Pour la pêche de l’après-midi, nous allons en amont et ferons encore 4 petits silures.


… et beaucoup de raté, d’ailleurs nos montures mortes maniés remontent plusieurs fois comme ça :


Départ pour le 4
ème et avant dernier jour de pêche. Cette fois si nous tentons le secteur de Vions, Tournons sur Rhône et selon notre timing descendrons peut-être jusqu’à Tain- L’Hermitage. Pour ce début de journée tout se passe de travers, nous avons oublié de faire le plein du bateau, donc retour en arrière pour le faire et comme les galères n’arrivent jamais seules, les mises à l’eau sont cadenassées… Déjà deux de tentées… La troisième sera la bonne et nous pouvons enfin commencer à pêcher (ça vaut la peine de se lever tôt pour finir sur l’eau seulement à 09h00)

Manu se met au fireball, pour ma part je reste fidèle à mon montage mort manié. Mon gardon est encore congelé, mais tant pis, assez de temps a été perdu. Nous choisissons une première dérive proche des arbres ou le fond semble intéressant. Je descends ma monture et 3 animation plus tard je me prends une cartouche digne de ce nom et ce juste au moment où Manu dit : « attention obstacle ». Mais ce qui semble être un obstacle n’en est pas un… et me voilà pendue.


Je fais trois pas en avant dans le bateau tellement la touche est violente, ça y est le poisson est bien là, il colle le fond, retourne en plein chenal et cherche à remonter le courant ce qui est typique d’un gros sujet.

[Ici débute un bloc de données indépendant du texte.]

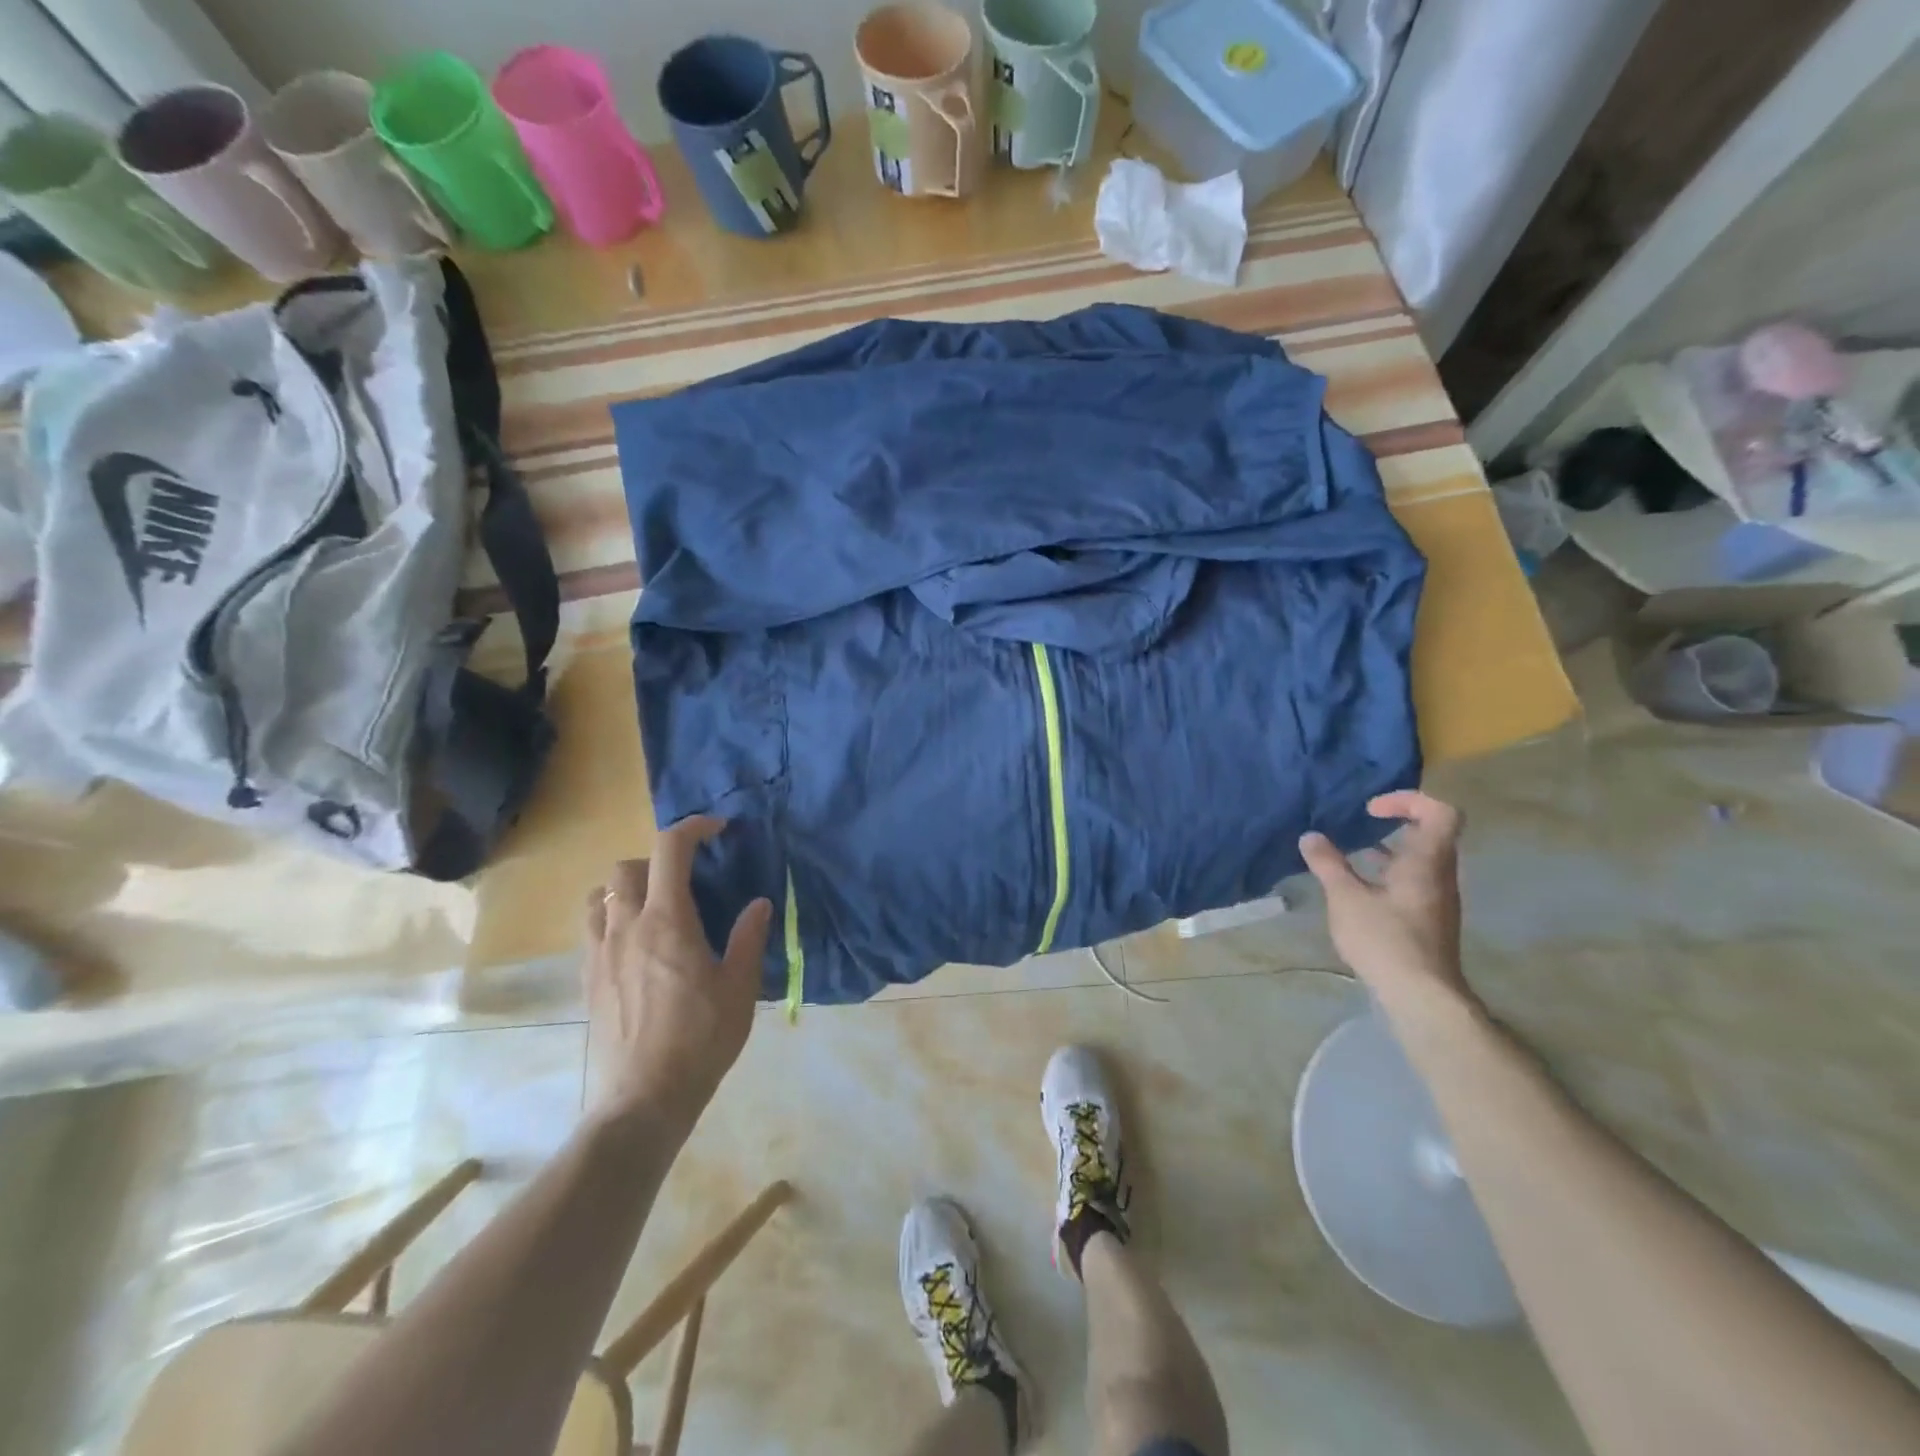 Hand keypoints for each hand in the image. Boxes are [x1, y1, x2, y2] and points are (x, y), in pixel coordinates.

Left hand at [583, 817, 771, 1137]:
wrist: (645, 1097)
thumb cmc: (701, 1038)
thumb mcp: (740, 987)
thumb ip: (748, 938)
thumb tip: (759, 903)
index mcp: (668, 920)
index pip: (670, 849)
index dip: (693, 828)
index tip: (717, 830)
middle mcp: (626, 926)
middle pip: (626, 866)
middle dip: (656, 861)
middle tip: (685, 881)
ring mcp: (600, 952)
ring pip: (599, 895)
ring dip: (625, 888)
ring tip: (653, 908)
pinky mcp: (587, 978)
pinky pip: (590, 928)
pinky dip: (610, 917)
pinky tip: (634, 945)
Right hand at [1299, 791, 1474, 1010]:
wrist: (1421, 995)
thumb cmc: (1385, 938)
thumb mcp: (1346, 897)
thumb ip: (1328, 864)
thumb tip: (1310, 837)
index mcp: (1427, 861)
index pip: (1440, 812)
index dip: (1408, 800)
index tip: (1371, 810)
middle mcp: (1440, 874)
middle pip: (1432, 833)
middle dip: (1395, 823)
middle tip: (1360, 826)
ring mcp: (1439, 898)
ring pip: (1421, 859)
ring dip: (1390, 849)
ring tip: (1352, 855)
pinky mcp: (1430, 918)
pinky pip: (1415, 880)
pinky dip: (1390, 872)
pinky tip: (1360, 889)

Je ne décide pas de grand-chose pour le moment, mon moulinet chante, la canne plie et le combat est bel et bien lancé. Quoi de mieux qu’une péniche qui arrive à cet instant pour rajouter un peu de piment… ? Je peine à rester debout avec les vagues. Ce poisson est très énergique et ne semble pas vouloir me laisser gagner du terrain, 5, 10 minutes, le combat ne désempli pas… après 15 minutes nous le voyons enfin arriver à la surface. 

Manu le saisit fermement et le monte à bord, il est gras et fait clairement plus que 2 mètres, mais difficile d’en dire d’avantage à cet instant.

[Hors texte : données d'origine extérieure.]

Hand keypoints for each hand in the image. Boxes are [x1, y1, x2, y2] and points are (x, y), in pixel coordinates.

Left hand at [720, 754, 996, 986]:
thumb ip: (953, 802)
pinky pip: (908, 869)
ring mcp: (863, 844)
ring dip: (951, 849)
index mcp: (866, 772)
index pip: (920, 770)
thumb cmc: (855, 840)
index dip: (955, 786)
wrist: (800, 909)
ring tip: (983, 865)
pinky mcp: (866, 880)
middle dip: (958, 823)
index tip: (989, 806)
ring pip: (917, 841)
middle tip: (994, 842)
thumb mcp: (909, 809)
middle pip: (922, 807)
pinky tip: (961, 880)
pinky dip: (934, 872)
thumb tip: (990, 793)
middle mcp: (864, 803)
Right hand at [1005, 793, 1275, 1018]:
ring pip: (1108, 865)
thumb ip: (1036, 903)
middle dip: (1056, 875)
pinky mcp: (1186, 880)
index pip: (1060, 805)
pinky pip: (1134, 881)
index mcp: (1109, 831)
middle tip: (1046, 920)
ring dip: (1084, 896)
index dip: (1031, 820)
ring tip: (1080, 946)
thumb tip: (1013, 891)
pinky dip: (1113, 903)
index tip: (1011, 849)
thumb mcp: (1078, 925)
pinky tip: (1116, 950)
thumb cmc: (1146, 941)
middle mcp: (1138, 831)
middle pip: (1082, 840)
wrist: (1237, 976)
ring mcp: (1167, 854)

Nous cherchons un endroit où accoster afin de pouvoir mesurer ce poisson et faire quelques photos. Les berges sont en grande partie inaccessibles. Les carpistes de celle d’en face nous font signe de venir vers eux. Ils n’hésitent pas à se mouiller pour nous faire accoster et leur aide est la bienvenue pour sortir le silure du bateau. Après mesure il fait 2 mètre 30, quel magnifique poisson !!! Quelques photos et nous relâchons ce magnifique spécimen.


Merci à nos hôtes pour leur aide et la petite bière à même pas 10h00 pour fêter tout ça comme il se doit.

Quel poisson et quel combat un super souvenir et à nouveau un poisson d’équipe. Nous pouvons le dire notre séjour est déjà bel et bien réussi.

C’est remonté à bloc que nous partons. Durant les dérives suivantes beaucoup de poissons viennent voir le fireball de Manu mais aucun ne se décide. C’est donc avec un poisson et les habits plein de mucus que nous achevons cette 4ème journée.


Nous regagnons notre chambre et fêtons tout ça à la bière (pour changer) en discutant du programme de notre dernier jour.

Pour ce 5ème et dernier jour, nous décidons de tenter un coup de poker et de pêcher Lyon, secteur qui nous avait bien réussi quelques mois auparavant et qui par la même occasion nous rapproche un peu de la maison. 

La météo n’est pas des plus clémente, mais le décor est toujours autant impressionnant.


Nous enchaînons plusieurs dérives sondeur éteint proche de la confluence avec La Saône, mais rien, pas de touches. Sur un secteur en amont, nous allumons cette fois-ci le sondeur car il y a passablement de ponts, synonyme d’obstacles en tout genre. Les poissons sont bien là, mais aucun ne se décide, certainement trop méfiants. Première dérive, plusieurs sujets apparaissent à l’écho et la deuxième plus rien. La constatation est vite faite, et c’est à nouveau sondeur éteint que nous pêchons. Malheureusement cette stratégie n’est pas plus payante. 

Sur le gong nous aurions pu faire un doublé !  En l’espace d’une minute nous décrochons chacun un poisson. Ceci signe pour nous la fin de cette belle session.

C’est la tête remplie de superbes souvenirs et avec l’envie de revenir au plus vite que s’achève ce séjour.